*** Data provided ***

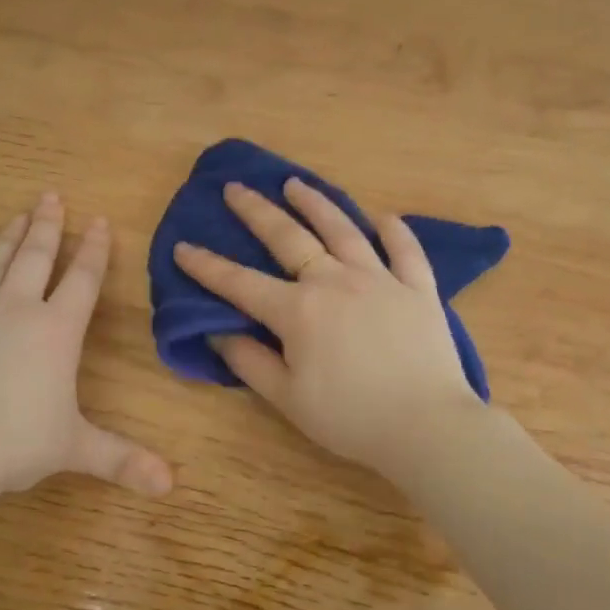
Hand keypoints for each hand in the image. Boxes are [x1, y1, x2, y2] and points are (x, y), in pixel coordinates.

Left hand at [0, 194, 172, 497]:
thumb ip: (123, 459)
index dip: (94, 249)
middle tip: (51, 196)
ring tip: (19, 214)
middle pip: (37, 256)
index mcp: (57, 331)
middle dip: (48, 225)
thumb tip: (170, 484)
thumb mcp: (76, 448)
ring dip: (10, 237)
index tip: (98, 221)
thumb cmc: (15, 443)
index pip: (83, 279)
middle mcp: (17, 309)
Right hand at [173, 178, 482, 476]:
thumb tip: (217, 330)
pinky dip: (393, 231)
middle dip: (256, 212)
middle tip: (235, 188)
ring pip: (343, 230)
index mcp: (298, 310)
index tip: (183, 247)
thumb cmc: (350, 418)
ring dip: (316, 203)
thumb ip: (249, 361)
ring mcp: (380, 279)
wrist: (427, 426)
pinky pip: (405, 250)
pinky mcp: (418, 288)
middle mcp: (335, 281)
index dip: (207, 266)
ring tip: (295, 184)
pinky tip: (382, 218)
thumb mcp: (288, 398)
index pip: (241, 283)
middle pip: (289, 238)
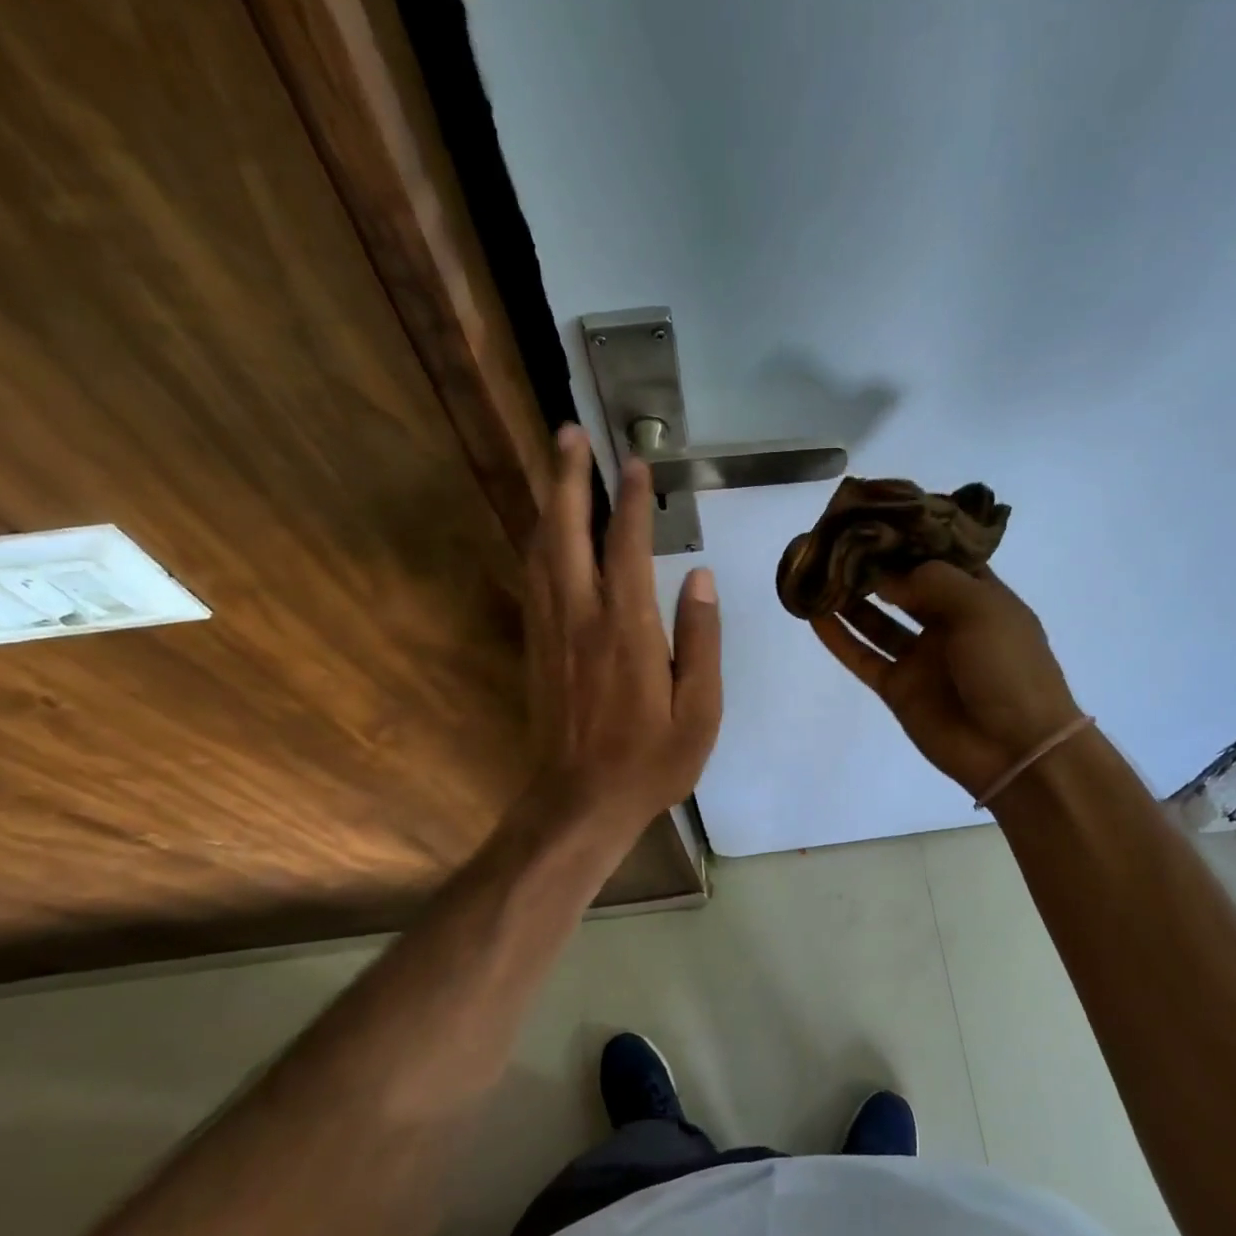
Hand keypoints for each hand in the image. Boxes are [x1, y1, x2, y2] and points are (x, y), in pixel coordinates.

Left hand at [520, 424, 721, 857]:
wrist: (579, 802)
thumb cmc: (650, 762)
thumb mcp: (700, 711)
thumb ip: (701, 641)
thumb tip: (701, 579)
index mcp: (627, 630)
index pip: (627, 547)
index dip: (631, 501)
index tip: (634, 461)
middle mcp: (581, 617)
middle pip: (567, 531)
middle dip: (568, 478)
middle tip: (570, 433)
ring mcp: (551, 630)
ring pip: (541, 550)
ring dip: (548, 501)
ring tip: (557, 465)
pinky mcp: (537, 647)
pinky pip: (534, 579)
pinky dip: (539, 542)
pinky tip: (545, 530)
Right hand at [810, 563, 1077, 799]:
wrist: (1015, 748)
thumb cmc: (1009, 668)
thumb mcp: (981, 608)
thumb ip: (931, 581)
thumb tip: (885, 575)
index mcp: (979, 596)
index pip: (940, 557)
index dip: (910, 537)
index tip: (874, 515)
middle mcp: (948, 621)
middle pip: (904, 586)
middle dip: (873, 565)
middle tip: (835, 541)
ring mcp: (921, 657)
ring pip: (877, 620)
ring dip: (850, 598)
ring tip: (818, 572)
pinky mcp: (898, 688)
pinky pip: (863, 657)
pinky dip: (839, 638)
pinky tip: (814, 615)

*** End of Data provided ***

Once the pictures are removed, reproduce the remaining entries above exactly.

> **Output of the task**:
Hand keypoints for each hand in the image. Boxes are [x1, y1, x2, y2] and points are (x, y), in pixel coordinates.

Left hand at [0, 194, 172, 497]:
thumb ip: (123, 459)
index dip: (94, 249)
middle tip: (51, 196)
ring tip: (19, 214)
middle pip: (37, 256)
index mcp: (57, 331)
middle dip: (48, 225)
thumb tip: (170, 484)
thumb mcp: (76, 448)
ring dip: (10, 237)
index tip: (98, 221)
thumb cmc: (15, 443)
index pip: (83, 279)
middle mcp: (17, 309)
Right hand at [173, 178, 482, 476]:
thumb tip: (217, 330)
pinky dip: (393, 231)
middle dip: (256, 212)
middle tip: (235, 188)
ring pip: (343, 230)
index mcp: (298, 310)
index tip: (183, 247)
thumb cmc: (350, 418)
ring dip: (316, 203)
thumb ip: (249, 361)
ring mcp: (380, 279)
wrist: (427, 426)
pinky pip: (405, 250)
pinky mcp: (418, 288)
middle mcp: (335, 281)
index dip: (207, 266)
ring tip: (295, 184)
pinky tip: (382, 218)
thumb mcp: (288, 398)
index pip: (241, 283)
middle pip: (289, 238)
Hand keypoints for each hand in the image. Boxes are [x1, y1, x2, y2] and points are (x, y), in pixel coordinates.

Left hand at [520, 424, 721, 857]:
wrist: (579, 802)
thumb cmc: (650, 762)
thumb mcp: (700, 711)
thumb ip: (701, 641)
thumb tip: (701, 579)
index mcp: (627, 630)
index pip: (627, 547)
index dip: (631, 501)
index tip: (634, 461)
middle mcp: (581, 617)
middle pip: (567, 531)
middle dip: (568, 478)
middle tip: (570, 433)
ring mcp: (551, 630)
ring pip: (541, 550)
ring dip: (548, 501)
ring tip: (557, 465)
pinky mcp: (537, 647)
pinky pip: (534, 579)
pinky dip: (539, 542)
pinky tip: (545, 530)
Right hand at [810, 563, 1077, 799]:
wrist: (1015, 748)
thumb cmc: (1009, 668)
thumb mcp: (981, 608)
thumb ip: (931, 581)
thumb tip: (885, 575)
index mcp: (979, 596)
index pip: (940, 557)
index dip: (910, 537)
index tip: (874, 515)
middle mcp: (948, 621)
middle pip: (904, 586)
middle dip: (873, 565)
middle tip: (835, 541)
ring mcp: (921, 657)
ring pip: (877, 620)
ring dip: (850, 598)
ring tip: (818, 572)
pinky mcp: (898, 688)
pinky pip: (863, 657)
pinky dip: (839, 638)
pinky tip: (814, 615)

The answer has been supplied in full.